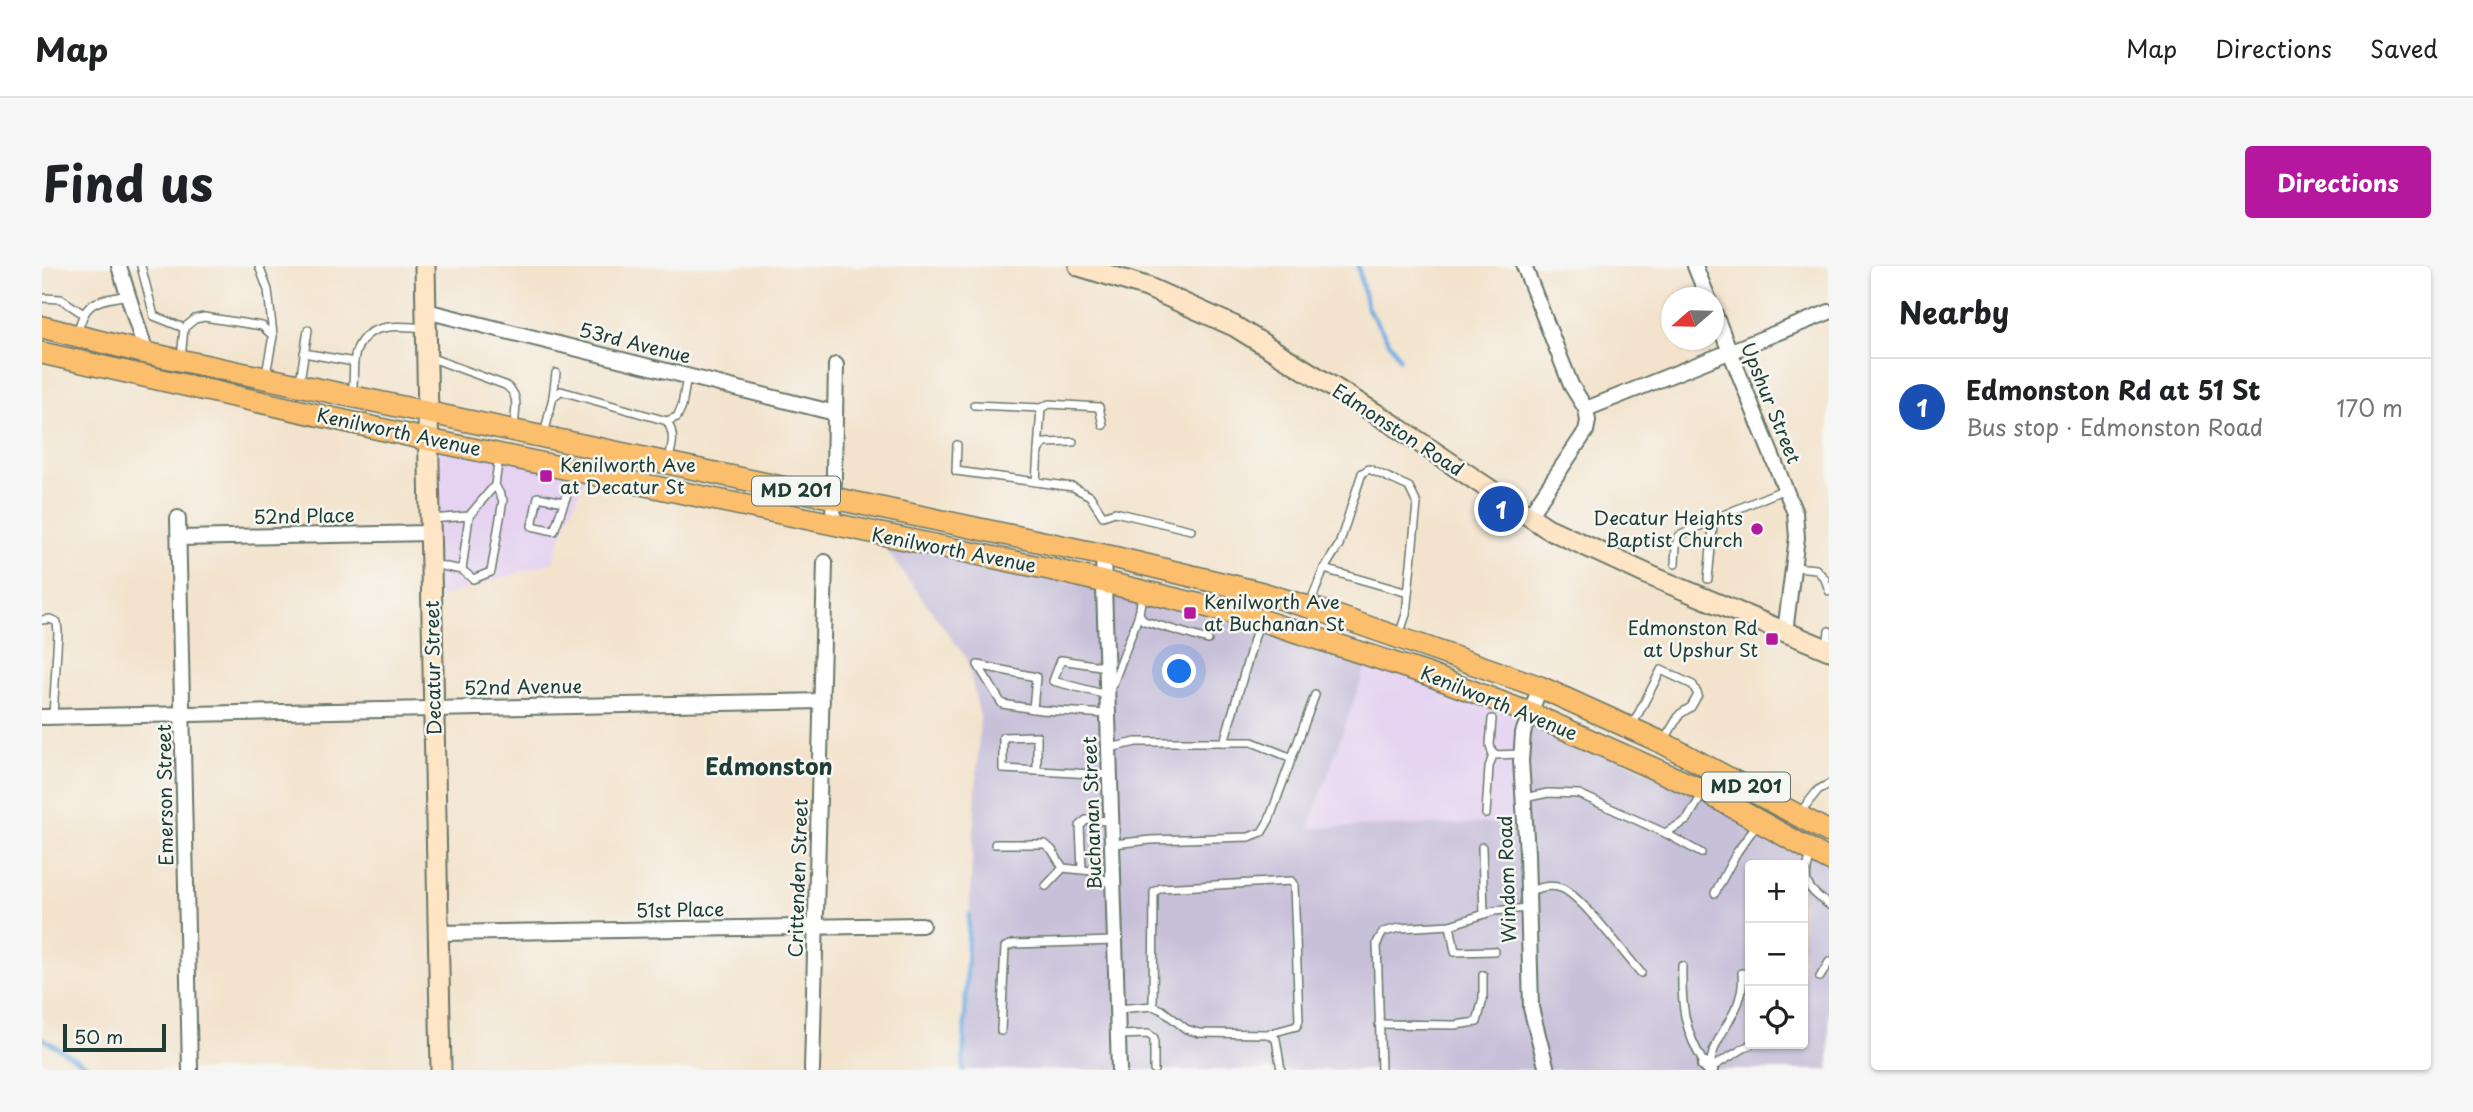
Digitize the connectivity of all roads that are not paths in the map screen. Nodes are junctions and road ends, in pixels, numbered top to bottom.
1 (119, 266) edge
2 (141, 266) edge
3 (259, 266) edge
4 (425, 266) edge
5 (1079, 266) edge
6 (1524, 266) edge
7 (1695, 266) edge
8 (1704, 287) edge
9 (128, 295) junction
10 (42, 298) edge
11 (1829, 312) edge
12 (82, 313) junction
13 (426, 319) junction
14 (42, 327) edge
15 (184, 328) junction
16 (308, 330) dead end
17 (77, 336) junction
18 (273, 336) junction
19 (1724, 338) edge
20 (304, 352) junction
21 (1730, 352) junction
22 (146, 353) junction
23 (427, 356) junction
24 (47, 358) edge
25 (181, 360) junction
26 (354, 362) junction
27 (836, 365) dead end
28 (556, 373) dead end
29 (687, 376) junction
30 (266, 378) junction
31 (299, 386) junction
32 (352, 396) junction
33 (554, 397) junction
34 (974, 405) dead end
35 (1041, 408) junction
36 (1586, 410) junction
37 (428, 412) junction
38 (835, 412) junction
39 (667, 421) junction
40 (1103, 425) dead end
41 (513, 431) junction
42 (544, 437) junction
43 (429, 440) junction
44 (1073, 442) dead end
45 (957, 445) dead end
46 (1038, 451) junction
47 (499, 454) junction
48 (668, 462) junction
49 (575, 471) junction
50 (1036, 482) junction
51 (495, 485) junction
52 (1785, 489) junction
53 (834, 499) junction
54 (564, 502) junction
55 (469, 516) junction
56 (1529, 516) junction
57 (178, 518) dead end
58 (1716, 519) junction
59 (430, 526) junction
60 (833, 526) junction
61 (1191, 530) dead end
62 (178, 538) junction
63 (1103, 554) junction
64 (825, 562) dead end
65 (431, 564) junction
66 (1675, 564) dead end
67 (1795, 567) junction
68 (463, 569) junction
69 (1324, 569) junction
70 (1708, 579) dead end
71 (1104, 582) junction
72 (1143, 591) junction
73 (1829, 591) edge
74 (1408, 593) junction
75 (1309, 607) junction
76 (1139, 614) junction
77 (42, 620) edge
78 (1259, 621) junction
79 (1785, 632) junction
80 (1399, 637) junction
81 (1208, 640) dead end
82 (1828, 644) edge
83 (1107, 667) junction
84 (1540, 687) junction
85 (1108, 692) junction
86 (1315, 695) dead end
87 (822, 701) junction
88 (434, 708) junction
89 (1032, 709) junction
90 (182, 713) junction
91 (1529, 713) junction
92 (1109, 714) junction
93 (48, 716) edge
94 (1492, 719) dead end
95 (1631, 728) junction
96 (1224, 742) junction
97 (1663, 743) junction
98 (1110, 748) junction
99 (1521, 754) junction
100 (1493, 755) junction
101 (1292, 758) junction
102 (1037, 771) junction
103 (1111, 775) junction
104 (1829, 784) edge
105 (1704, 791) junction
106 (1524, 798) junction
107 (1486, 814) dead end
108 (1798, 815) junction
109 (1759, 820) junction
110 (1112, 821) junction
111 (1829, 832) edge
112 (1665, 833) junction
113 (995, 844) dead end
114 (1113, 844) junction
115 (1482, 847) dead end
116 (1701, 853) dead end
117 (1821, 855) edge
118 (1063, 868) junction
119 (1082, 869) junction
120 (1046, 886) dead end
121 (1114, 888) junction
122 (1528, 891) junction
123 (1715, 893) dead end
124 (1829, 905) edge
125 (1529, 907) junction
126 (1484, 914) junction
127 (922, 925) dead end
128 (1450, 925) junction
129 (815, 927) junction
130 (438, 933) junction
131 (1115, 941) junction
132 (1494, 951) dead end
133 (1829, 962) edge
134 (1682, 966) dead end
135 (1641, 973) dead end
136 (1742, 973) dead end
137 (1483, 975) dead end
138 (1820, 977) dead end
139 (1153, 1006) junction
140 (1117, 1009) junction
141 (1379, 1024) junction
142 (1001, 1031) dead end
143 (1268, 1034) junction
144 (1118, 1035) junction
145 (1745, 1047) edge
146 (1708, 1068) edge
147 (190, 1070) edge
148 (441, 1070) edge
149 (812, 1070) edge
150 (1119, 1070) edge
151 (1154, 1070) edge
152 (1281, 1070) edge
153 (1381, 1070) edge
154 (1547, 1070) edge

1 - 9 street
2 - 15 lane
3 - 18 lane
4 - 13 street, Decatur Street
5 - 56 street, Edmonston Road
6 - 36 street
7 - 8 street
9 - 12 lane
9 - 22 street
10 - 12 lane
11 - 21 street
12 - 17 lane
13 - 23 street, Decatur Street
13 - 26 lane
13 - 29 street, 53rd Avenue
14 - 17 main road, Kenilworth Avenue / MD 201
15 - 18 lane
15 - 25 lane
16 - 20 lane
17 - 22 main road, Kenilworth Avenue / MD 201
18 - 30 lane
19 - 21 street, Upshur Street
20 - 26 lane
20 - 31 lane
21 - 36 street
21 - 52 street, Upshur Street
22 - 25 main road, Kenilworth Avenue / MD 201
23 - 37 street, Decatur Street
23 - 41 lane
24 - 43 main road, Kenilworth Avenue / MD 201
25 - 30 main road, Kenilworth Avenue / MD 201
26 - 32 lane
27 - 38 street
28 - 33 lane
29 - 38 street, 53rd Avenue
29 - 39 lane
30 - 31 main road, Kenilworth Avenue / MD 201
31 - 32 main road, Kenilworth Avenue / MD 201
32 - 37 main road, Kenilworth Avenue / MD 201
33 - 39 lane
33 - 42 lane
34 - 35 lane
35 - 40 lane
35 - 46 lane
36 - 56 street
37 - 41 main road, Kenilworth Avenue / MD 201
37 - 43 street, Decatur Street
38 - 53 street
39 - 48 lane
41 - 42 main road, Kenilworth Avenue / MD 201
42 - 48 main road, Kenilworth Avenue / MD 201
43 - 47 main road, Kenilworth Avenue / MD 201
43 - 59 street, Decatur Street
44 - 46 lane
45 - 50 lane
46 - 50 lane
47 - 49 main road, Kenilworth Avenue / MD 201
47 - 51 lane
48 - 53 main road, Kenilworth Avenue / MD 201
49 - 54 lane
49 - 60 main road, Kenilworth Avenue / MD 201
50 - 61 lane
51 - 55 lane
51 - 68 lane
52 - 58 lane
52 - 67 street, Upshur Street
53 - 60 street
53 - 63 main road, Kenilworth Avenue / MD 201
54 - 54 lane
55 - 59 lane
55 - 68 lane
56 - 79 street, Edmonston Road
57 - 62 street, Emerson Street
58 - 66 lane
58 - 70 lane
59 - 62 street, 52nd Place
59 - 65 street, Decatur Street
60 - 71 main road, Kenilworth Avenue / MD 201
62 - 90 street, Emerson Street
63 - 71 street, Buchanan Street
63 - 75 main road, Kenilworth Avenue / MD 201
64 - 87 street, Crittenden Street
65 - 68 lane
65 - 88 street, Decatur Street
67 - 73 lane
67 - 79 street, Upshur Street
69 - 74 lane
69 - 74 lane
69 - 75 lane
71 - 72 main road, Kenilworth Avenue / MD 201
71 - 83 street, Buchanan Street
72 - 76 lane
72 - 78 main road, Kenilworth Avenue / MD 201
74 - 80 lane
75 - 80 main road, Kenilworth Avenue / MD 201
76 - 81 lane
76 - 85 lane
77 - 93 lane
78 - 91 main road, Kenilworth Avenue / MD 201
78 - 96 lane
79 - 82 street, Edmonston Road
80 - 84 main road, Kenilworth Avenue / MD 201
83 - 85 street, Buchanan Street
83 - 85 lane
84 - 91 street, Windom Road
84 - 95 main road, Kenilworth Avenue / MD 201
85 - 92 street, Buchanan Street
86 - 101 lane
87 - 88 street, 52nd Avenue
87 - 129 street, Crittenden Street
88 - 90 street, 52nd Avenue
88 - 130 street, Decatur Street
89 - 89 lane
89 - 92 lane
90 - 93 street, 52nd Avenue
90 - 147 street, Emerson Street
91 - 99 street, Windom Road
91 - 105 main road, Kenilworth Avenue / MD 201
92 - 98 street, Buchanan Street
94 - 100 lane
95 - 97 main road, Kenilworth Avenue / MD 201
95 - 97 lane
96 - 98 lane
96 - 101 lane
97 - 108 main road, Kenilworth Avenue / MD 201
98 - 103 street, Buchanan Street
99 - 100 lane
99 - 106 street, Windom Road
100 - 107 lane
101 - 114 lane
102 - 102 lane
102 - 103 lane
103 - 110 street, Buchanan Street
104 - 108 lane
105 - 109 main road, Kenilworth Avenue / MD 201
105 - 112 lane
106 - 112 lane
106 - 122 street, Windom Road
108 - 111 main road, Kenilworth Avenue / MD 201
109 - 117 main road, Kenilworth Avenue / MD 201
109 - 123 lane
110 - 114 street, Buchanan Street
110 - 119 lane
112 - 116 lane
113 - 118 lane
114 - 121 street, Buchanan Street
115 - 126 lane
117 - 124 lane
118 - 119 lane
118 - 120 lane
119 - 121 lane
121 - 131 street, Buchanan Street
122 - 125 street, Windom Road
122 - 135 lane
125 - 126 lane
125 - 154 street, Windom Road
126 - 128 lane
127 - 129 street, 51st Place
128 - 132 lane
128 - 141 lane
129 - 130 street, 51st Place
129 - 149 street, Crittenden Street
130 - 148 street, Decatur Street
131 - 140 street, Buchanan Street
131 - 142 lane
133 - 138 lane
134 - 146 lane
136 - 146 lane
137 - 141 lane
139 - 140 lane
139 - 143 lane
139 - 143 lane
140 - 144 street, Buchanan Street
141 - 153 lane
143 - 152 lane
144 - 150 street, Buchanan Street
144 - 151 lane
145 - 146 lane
=======
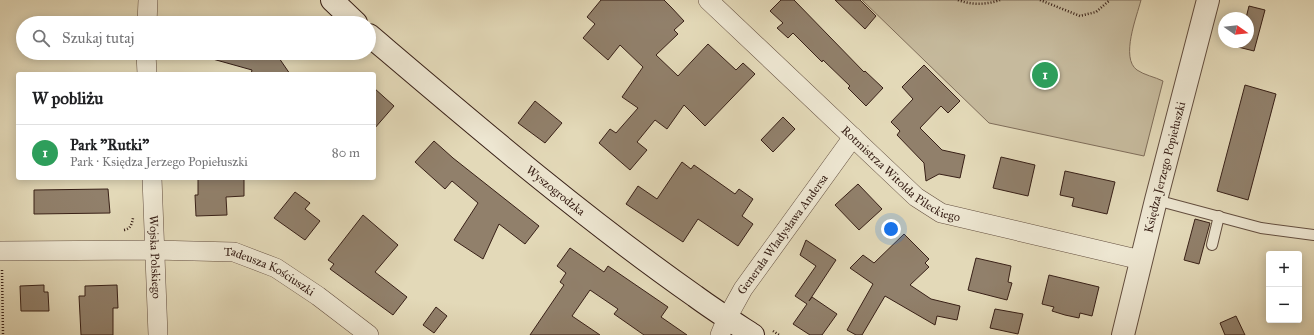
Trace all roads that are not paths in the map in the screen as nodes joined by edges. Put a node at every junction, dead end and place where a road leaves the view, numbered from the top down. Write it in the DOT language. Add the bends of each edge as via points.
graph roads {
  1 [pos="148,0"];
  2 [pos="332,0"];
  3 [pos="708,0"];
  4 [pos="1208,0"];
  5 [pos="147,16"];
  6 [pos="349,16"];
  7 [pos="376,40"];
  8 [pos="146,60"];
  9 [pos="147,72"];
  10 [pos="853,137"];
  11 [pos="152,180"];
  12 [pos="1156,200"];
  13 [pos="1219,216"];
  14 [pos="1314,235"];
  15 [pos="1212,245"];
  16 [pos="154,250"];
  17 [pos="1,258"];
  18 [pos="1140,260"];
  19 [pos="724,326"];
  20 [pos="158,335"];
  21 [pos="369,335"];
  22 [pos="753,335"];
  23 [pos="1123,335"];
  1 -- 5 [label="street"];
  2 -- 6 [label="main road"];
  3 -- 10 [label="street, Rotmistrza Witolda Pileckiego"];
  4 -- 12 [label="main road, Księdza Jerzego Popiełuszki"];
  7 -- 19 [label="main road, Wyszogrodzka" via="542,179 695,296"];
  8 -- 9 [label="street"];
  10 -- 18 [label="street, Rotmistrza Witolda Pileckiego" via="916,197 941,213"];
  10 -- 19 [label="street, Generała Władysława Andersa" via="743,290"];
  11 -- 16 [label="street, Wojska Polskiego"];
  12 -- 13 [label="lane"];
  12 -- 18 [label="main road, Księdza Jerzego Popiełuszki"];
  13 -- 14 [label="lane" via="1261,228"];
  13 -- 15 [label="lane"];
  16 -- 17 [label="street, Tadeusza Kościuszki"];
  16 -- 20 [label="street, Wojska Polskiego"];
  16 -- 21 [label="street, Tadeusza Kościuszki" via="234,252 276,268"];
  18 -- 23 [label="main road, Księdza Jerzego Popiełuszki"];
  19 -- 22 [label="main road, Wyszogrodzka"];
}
=======
▶ [Task objective]:
Look for the string "Pileckiego" in the listing above and copy every line holding it.

▶ [Written response]:
  3 -- 10 [label="street, Rotmistrza Witolda Pileckiego"];
  10 -- 18 [label="street, Rotmistrza Witolda Pileckiego" via="916,197 941,213"];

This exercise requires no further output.